Sebenarnya, menggunting dan menempel bila diarahkan dengan baik bisa digunakan sebagai sarana latihan untuk mengembangkan kemampuan motorik halus anak. Kegiatan mulai dari memegang, menggerakkan gunting, menempel kertas, mengikuti alur guntingan, adalah kegiatan yang sangat efektif untuk mengasah kemampuan motorik halus anak.
Moms, tidak perlu takut anak terluka oleh gunting. Jika kita mendampinginya hal ini dapat dihindari. Lagi pula sudah ada gunting yang dibuat khusus untuk anak sehingga tidak melukai.
Demikian pula dengan menempel, anak dapat menggunakan stiker yang sudah berperekat, atau lem batang yang tinggal dioles sehingga mengotori tangan dan baju.

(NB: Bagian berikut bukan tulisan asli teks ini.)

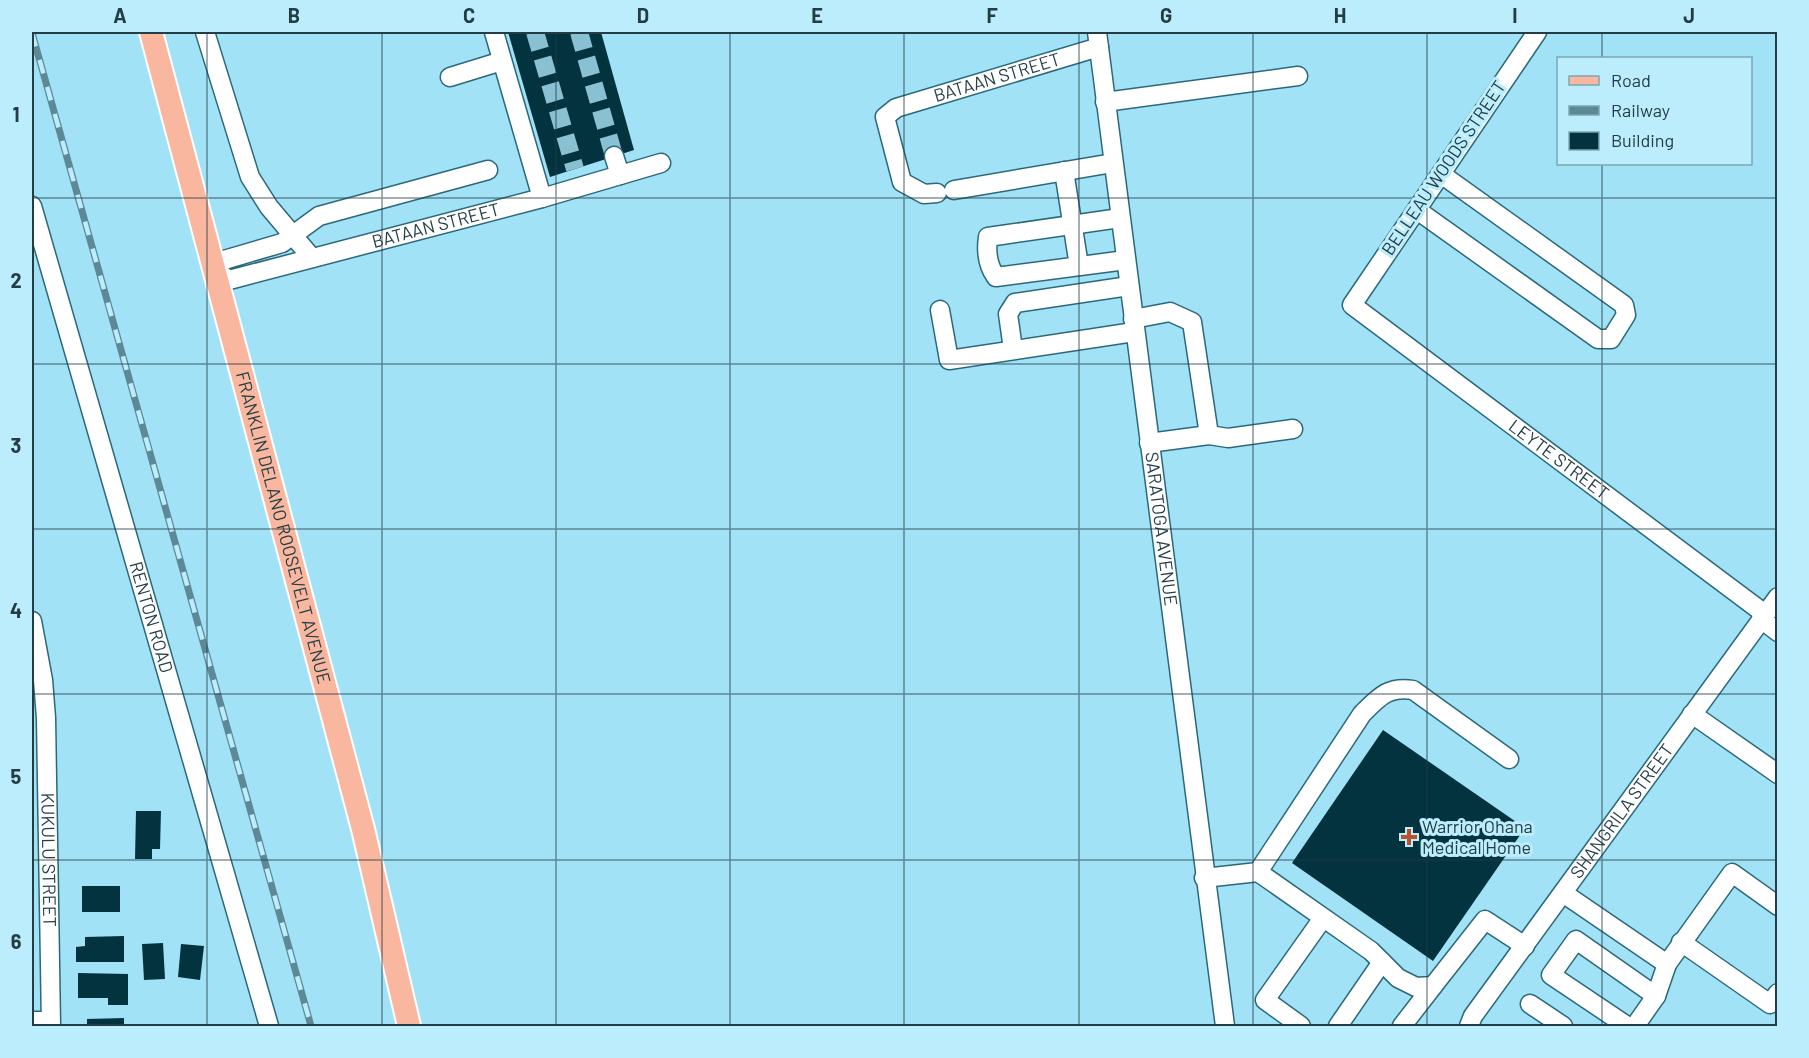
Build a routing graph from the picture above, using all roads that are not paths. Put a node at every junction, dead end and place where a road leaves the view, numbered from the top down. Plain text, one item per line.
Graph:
1 (151, 32) edge
2 (205, 32) edge
3 (494, 32) edge
4 (1537, 32) edge
5 (1098, 39) edge
6 (502, 61) junction
7 (450, 76) dead end
8 (1298, 76) dead end
9 (1105, 102) junction
10 (614, 156) tunnel mouth
11 (661, 163) dead end
12 (1113, 163) junction
13 (574, 169) tunnel mouth
14 (488, 170) dead end
15 (1064, 171) junction
16 (1441, 174) junction
17 (620, 175) junction
18 (580, 187) junction
19 (542, 198) junction
20 (32, 206) edge
21 (1417, 210) junction
22 (1120, 218) junction
23 (1071, 224) junction
24 (293, 235) junction
25 (312, 258) junction
26 (1126, 260) junction
27 (1079, 266) junction
28 (215, 270) junction
29 (1129, 286) junction
30 (1352, 305) joint
31 (940, 310) dead end
32 (1134, 325) junction
33 (1013, 349) junction
34 (1293, 429) dead end
35 (1209, 435) junction
36 (1149, 443) junction
37 (1778, 597) edge
38 (1763, 617) junction
39 (32, 621) edge
40 (1778, 632) edge
41 (35, 657) edge
42 (1692, 714) junction
43 (39, 748) edge
44 (1509, 759) dead end
45 (1778, 774) edge
46 (40, 839) edge
47 (1258, 872) junction
48 (1204, 878) junction
49 (1563, 893) junction
50 (1778, 906) edge
51 (1323, 918) junction
52 (40, 931) edge
53 (1681, 942) junction
54 (1525, 946) junction
55 (1382, 962) junction
56 (1667, 964) junction
57 (1433, 986) junction
58 (1656, 996) junction
59 (1774, 999) edge
60 (1530, 1004) dead end
61 (32, 1021) edge
62 (51, 1024) edge
63 (269, 1026) edge
64 (409, 1026) edge
65 (1225, 1026) edge
66 (1301, 1026) edge
67 (1338, 1026) edge
68 (1402, 1026) edge
69 (1469, 1026) edge
70 (1563, 1026) edge
71 (1627, 1026) edge
72 (1635, 1026) edge

1 - 28 main road, FRANKLIN DELANO ROOSEVELT AVENUE
2 - 24 street
3 - 6 street
4 - 16 street, BELLEAU WOODS STREET
5 - 9 street, SARATOGA AVENUE
5 - 15 street, BATAAN STREET
6 - 7 street
6 - 19 street
8 - 9 street
9 - 12 street, SARATOGA AVENUE
10 - 17 street
11 - 17 street, BATAAN STREET
12 - 15 street
12 - 22 street, SARATOGA AVENUE
13 - 18 street
14 - 24 street
15 - 23 street
16 - 21 street, BELLEAU WOODS STREET
16 - 21 street
17 - 18 street, BATAAN STREET
18 - 19 street, BATAAN STREET
19 - 25 street, BATAAN STREET
20 - 63 street, RENTON ROAD
21 - 30 street, BELLEAU WOODS STREET
22 - 23 street
22 - 26 street, SARATOGA AVENUE
23 - 27 street
23 - 27 street
24 - 25 street
24 - 28 street
25 - 28 street, BATAAN STREET
26 - 27 street
26 - 29 street, SARATOGA AVENUE
28 - 64 main road, FRANKLIN DELANO ROOSEVELT AVENUE
29 - 32 street, SARATOGA AVENUE
29 - 33 street
30 - 38 street, LEYTE STREET
31 - 33 street
32 - 33 street
32 - 35 street
32 - 36 street, SARATOGA AVENUE
34 - 35 street
35 - 36 street
36 - 48 street, SARATOGA AVENUE
37 - 38 street, SHANGRILA STREET
38 - 40 street, LEYTE STREET
38 - 42 street, SHANGRILA STREET
39 - 41 street, KUKULU STREET
41 - 43 street, KUKULU STREET
42 - 45 street
42 - 49 street, SHANGRILA STREET
43 - 46 street, KUKULU STREET
44 - 47 street
46 - 52 street, KUKULU STREET
47 - 48 street
47 - 51 street
48 - 65 street, SARATOGA AVENUE
49 - 54 street, SHANGRILA STREET
49 - 56 street
50 - 53 street
51 - 55 street
51 - 66 street
52 - 62 street, KUKULU STREET
53 - 56 street
53 - 59 street
54 - 57 street
54 - 69 street, SHANGRILA STREET
55 - 57 street
55 - 67 street
56 - 58 street
57 - 68 street
58 - 71 street
58 - 72 street
60 - 70 street
61 - 62 street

Baca Juga: Wah, Dedek Bayi Pintar Meniru Ya
Seru dan Pastiya Banyak Manfaat
Mengasah kemampuan motorik halus anak dengan menggunting dan menempel sudah bisa diajarkan sejak usia 2-3 tahun. Di usia ini, meskipun anak masih sulit untuk memegang gunting secara benar, namun sudah bisa dilakukan. Yang distimulasi bukan sebatas keterampilan motorik halus anak tetapi juga melatih koordinasi antara tangan dengan mata juga melatih konsentrasi anak.
Banyak sekali manfaat bila motorik halus anak distimulasi sejak dini.
- Menjadi reward tersendiri ketika anak berhasil menggunting dan menempel. Ia merasa senang, percaya diri, dan semakin termotivasi. Reward positif ini tentu sangat baik buat perkembangan anak.
- Stimulasi yang baik dengan menggunting dan menempel akan meningkatkan kemampuan motorik halusnya. Koordinasi tangan, mata, dan otak akan melatih anak bagaimana menggerak-gerakkan motorik halusnya dengan baik.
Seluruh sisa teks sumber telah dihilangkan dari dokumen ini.